Pitchers are a fragile lot who are prone to mysterious and complicated interpretations of the game at hand. The psyche of a pitcher is well known with much sport being made of their quirks and idiosyncrasies. With John Farrell, a former pitcher, as manager who must be aware of each and every member of his rotation and staff. The old mental as well as physical is oft repeated with sport and especially with pitchers.

“Good arms do not necessarily come with stable minds. – Unknown”

The frustration is the burn out factor of those that have to come in for damage control. A spent bullpen is not what a good winning streak needs. That is why an eight inning effort of Joe Kelly tossing after a 19 inning game was so important.
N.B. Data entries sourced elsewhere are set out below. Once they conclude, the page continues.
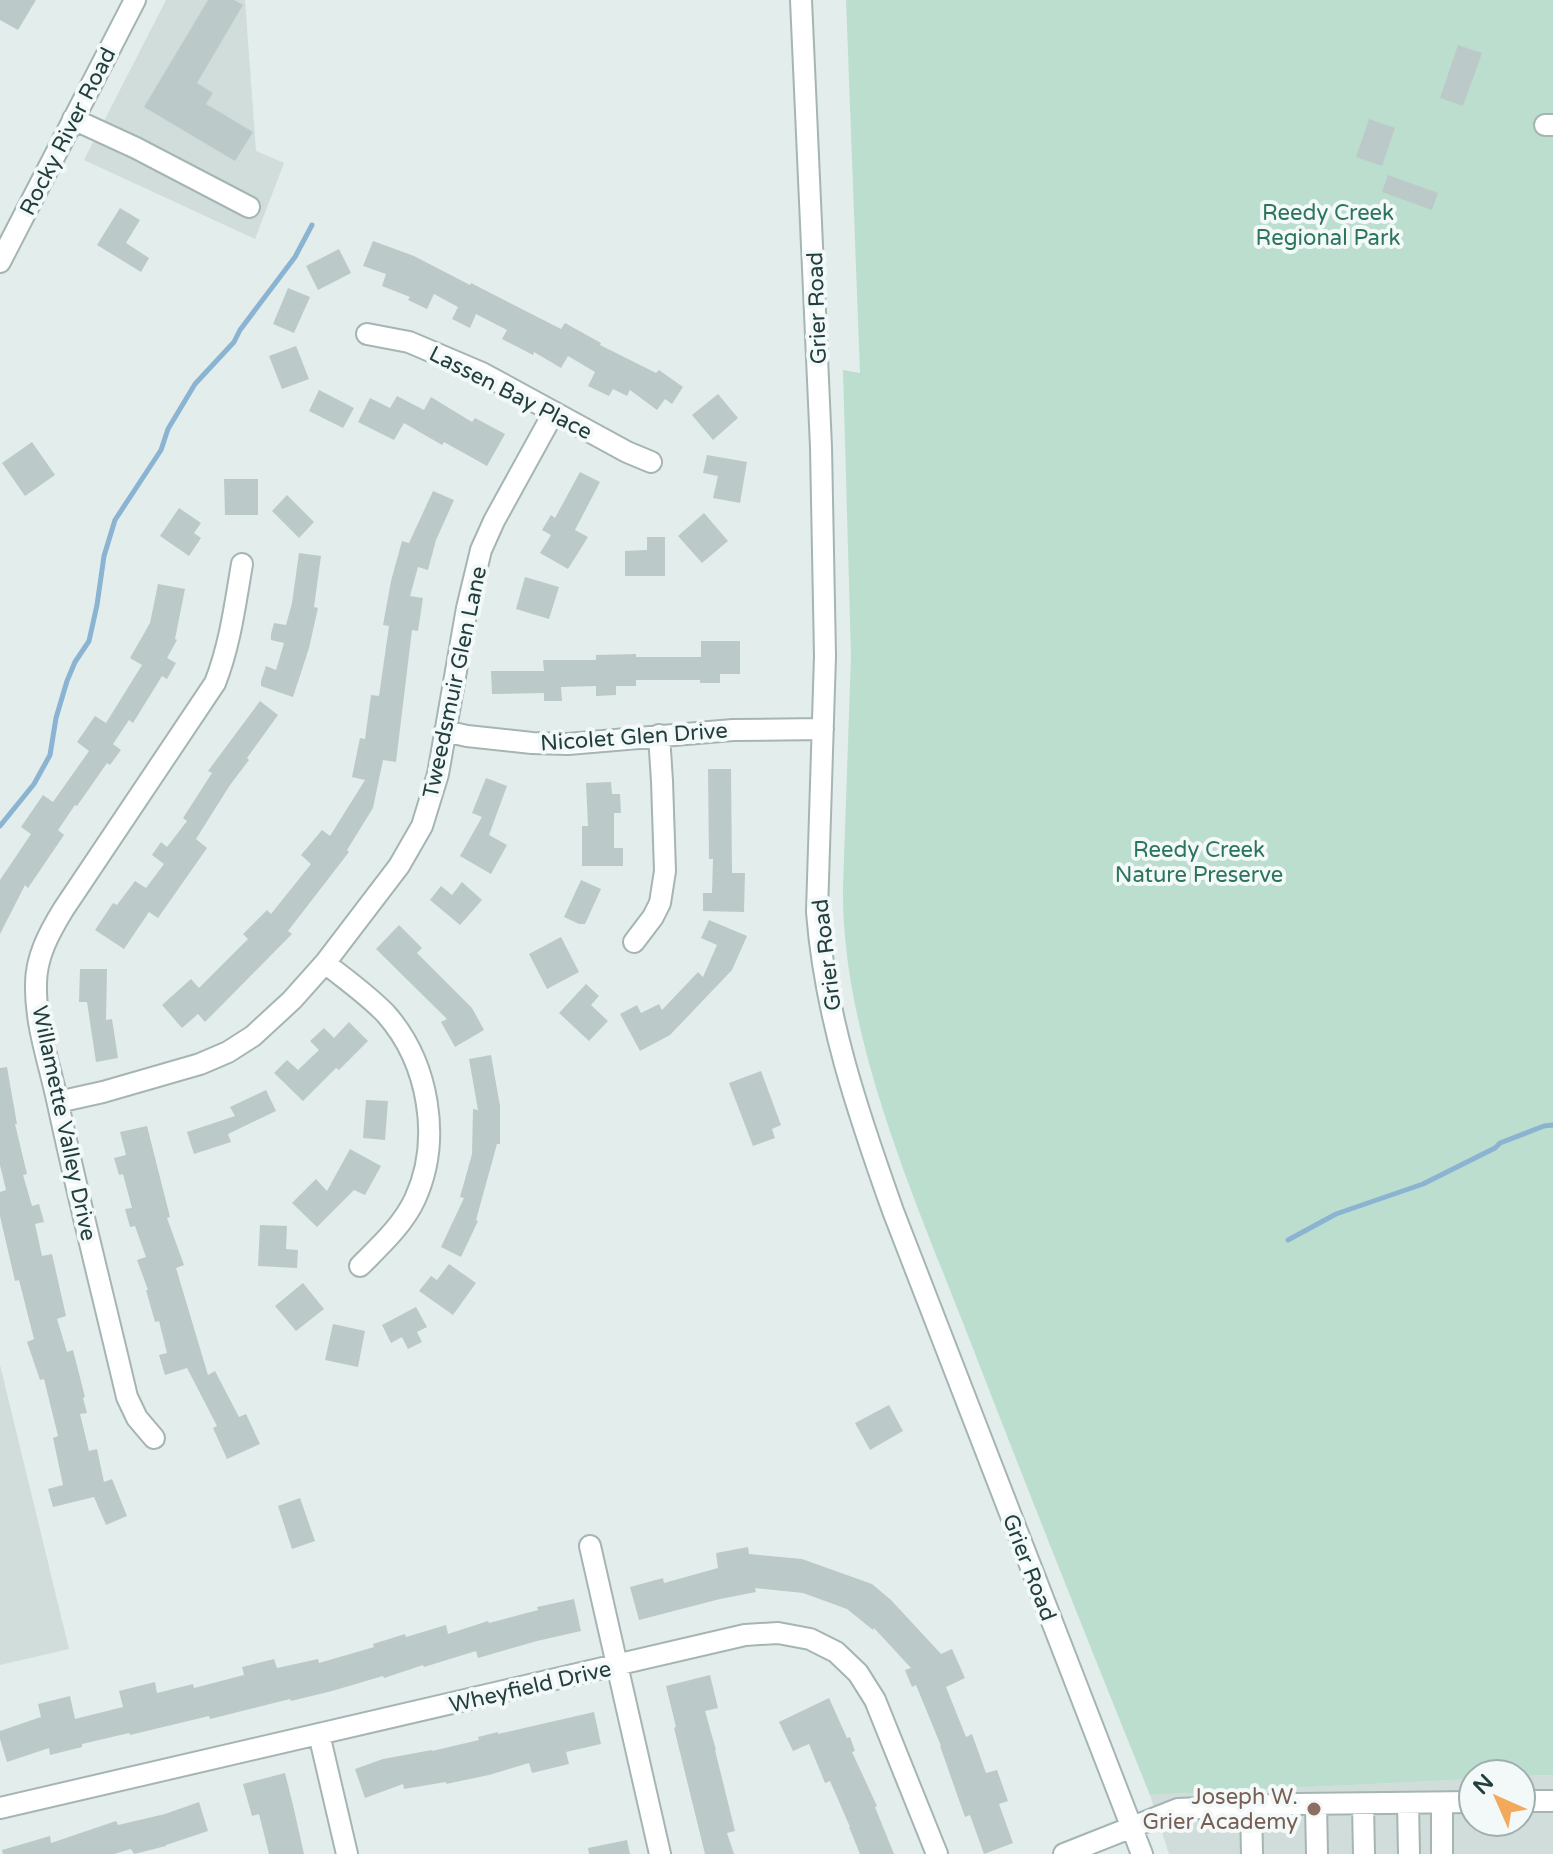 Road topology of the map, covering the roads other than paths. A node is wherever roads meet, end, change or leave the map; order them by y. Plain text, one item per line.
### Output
1 (135, 0) edge
2 (801, 0) edge
3 (73, 119) junction
4 (249, 207) dead end
5 (0, 262) edge
6 (367, 334) dead end
7 (554, 412) junction
8 (651, 462) dead end
9 (242, 564) dead end
10 (823, 729) junction
11 (445, 731) junction
12 (659, 735) junction
13 (634, 942) dead end
14 (325, 963) junction
15 (58, 1102) junction
16 (360, 1266) dead end
17 (154, 1438) dead end
18 (590, 1546) dead end
19 (617, 1666) junction
20 (319, 1734) junction
21 (1408, 1803) junction
22 (1442, 1803) junction
23 (1457, 1803) edge
24 (1316, 1804) junction
25 (1363, 1804) junction
26 (1251, 1806) junction
27 (0, 1808) edge
28 (1131, 1828) junction
29 (347, 1854) edge
30 (660, 1854) edge
31 (937, 1854) edge
32 (1064, 1854) edge
33 (1142, 1854) edge
34 (1252, 1854) edge
35 (1317, 1854) edge
36 (1364, 1854) edge
37 (1409, 1854) edge
38 (1442, 1854) edge

1 - 3 street, Rocky River Road
2 - 10 street, Grier Road
3 - 4 street
3 - 5 street, Rocky River Road
6 - 7 street, Lassen Bay Place
7 - 8 street, Lassen Bay Place
7 - 11 street, Tweedsmuir Glen Lane
9 - 15 street, Willamette Valley Drive
10 - 12 street, Nicolet Glen Drive
10 - 28 street, Grier Road
11 - 12 street, Nicolet Glen Drive
11 - 14 street, Tweedsmuir Glen Lane
12 - 13 street
14 - 15 street, Tweedsmuir Glen Lane
14 - 16 street
15 - 17 street, Willamette Valley Drive
18 - 19 street
19 - 20 street, Wheyfield Drive
19 - 30 street
19 - 31 street, Wheyfield Drive
20 - 27 street, Wheyfield Drive
20 - 29 street
21 - 22 street
21 - 25 street
21 - 37 street
22 - 23 street
22 - 38 street
24 - 25 street
24 - 26 street
24 - 35 street
25 - 36 street
26 - 28 street
26 - 34 street
28 - 32 street
28 - 33 street, Grier Road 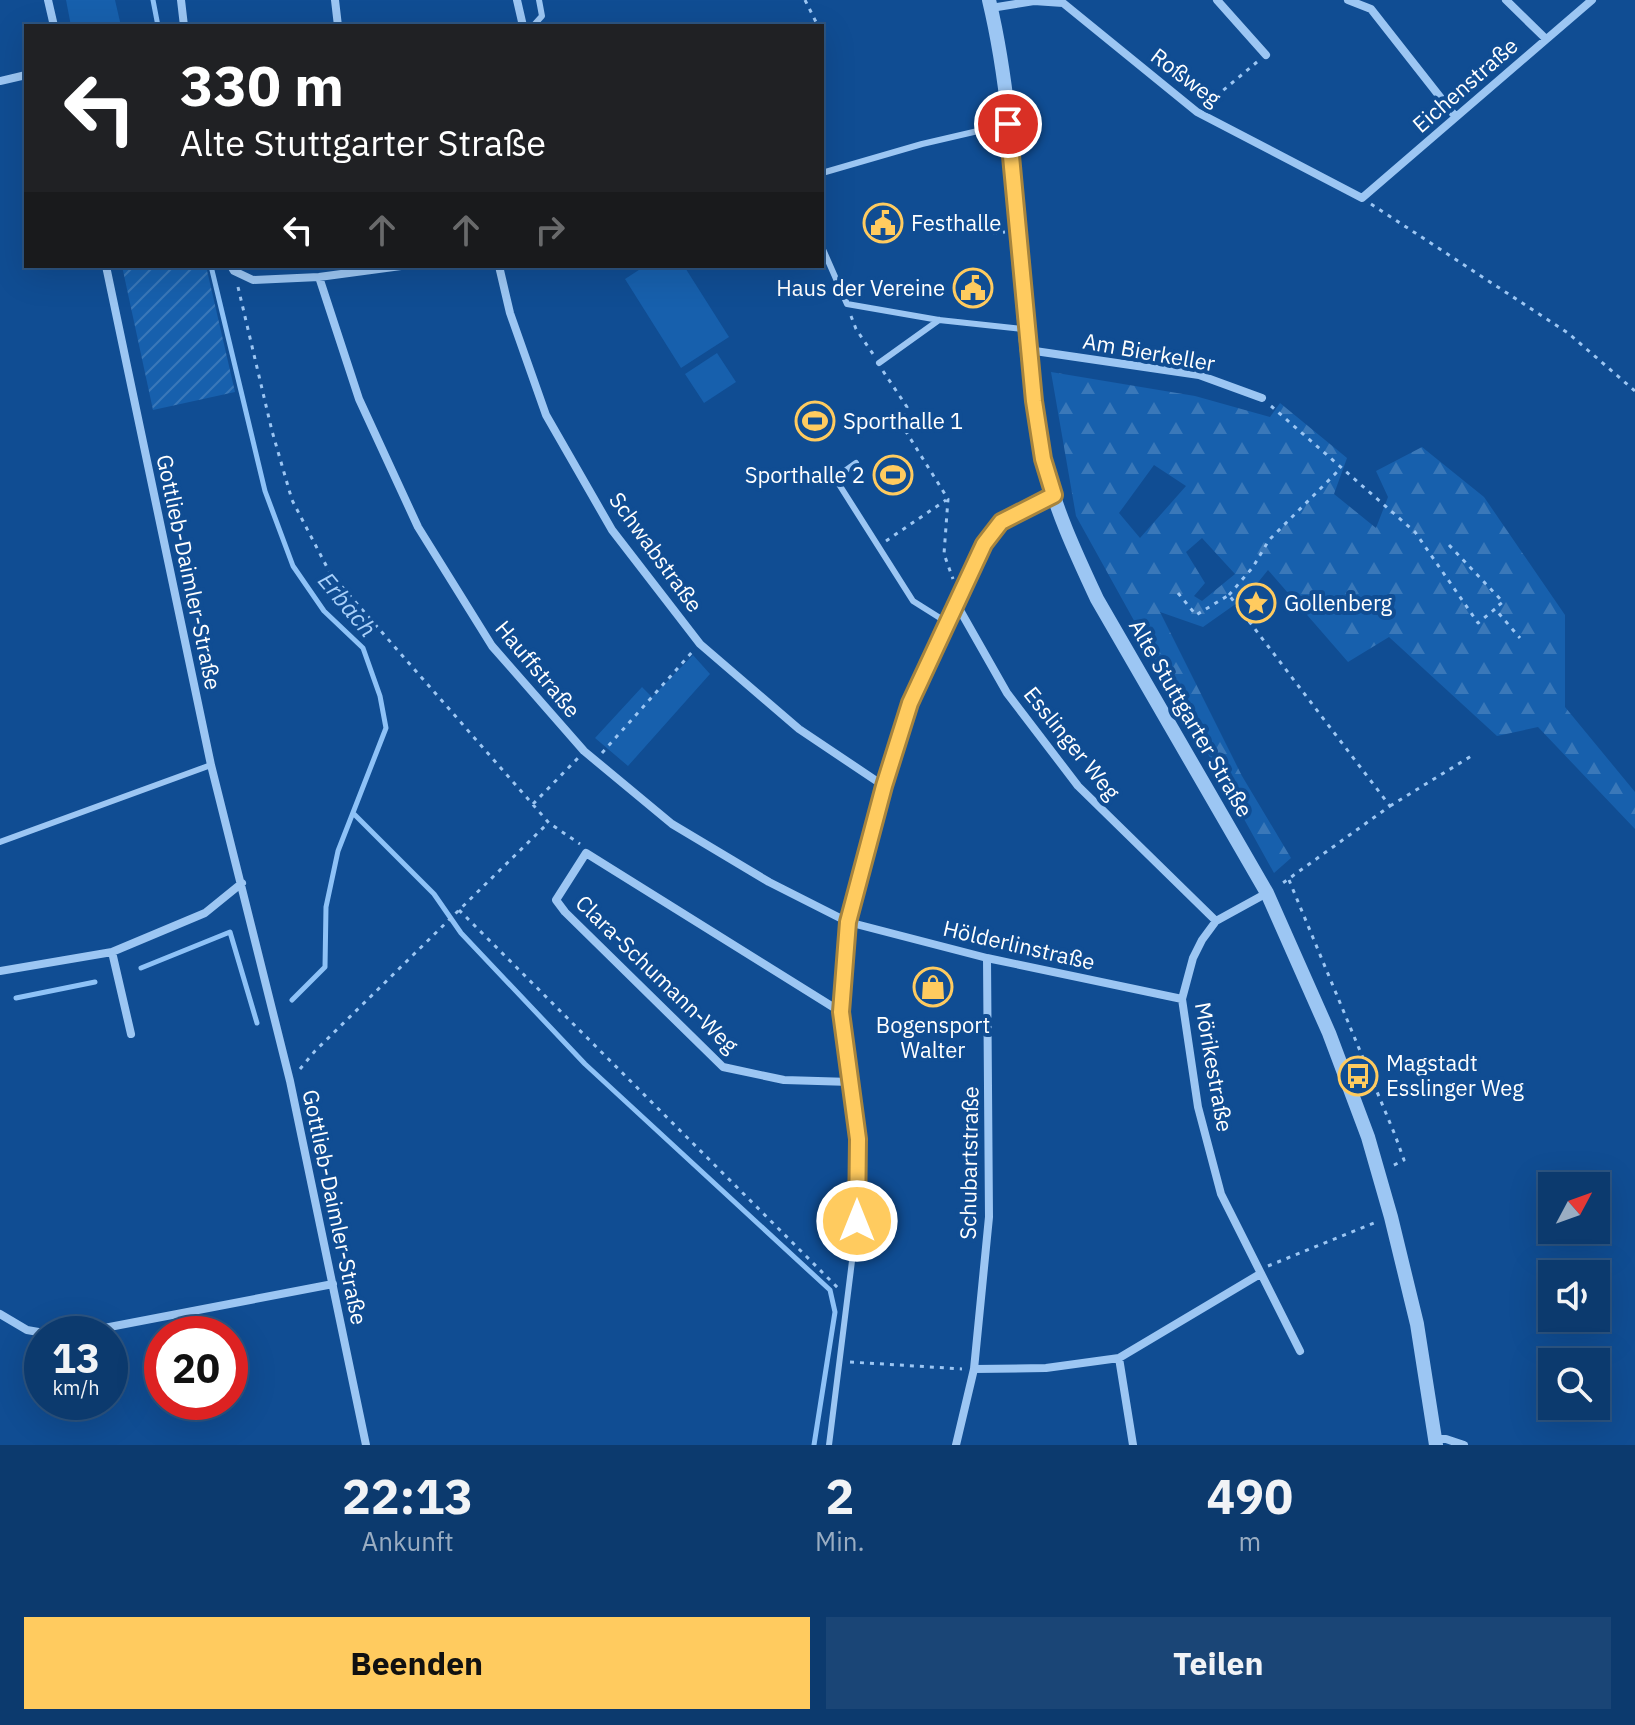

Trouble is those stellar performances have been limited.

What to do?

Treat pitchers like children and use patience. That is a difficult concept to Red Sox fans who will sell out a player no only game to game, but pitch to pitch. A time frame is important and knowing the baseball minds, there is a figure tossed around in meetings between the coaching staff and baseball operations. The “Give this guy ten starts (or seven) and then we make a move. And what moves could be made?

“The only thing that matters in baseball is that little bump in the middle of the field. – Earl Weaver

The names have been fluttered around ad nauseam since Jon Lester packed up and moved out. The Red Sox certainly have the chips in both talent and money. A quite reasonable and viable option.
The minors offer some hope. Several pitchers are stashed at Pawtucket that are checking out box scores daily to see if they just may get a call.

David Ortiz comes to the front of the patience discussion. A few seasons back the hounds of baseball were ready to yip and yap Papi out of town. I certainly remember joining in the chorus.

Then we have Dustin Pedroia. Or as some affectionately called him “PedroiAAA). How did that work out?

I look at this rotation and see pitchers that have a decent MLB resume. Both Rick Porcello and Wade Miley received the ultimate vote of confidence in huge contracts. So someone that makes observational and statistical assessments must have something of merit on both.

Then you have two enigmas in Clay Buchholz and Justin Masterson. Both are pitching for substantial rewards. Both, like the previously mentioned, Kelly deserve patience – at least while we are still above .500. Then we can collectively panic.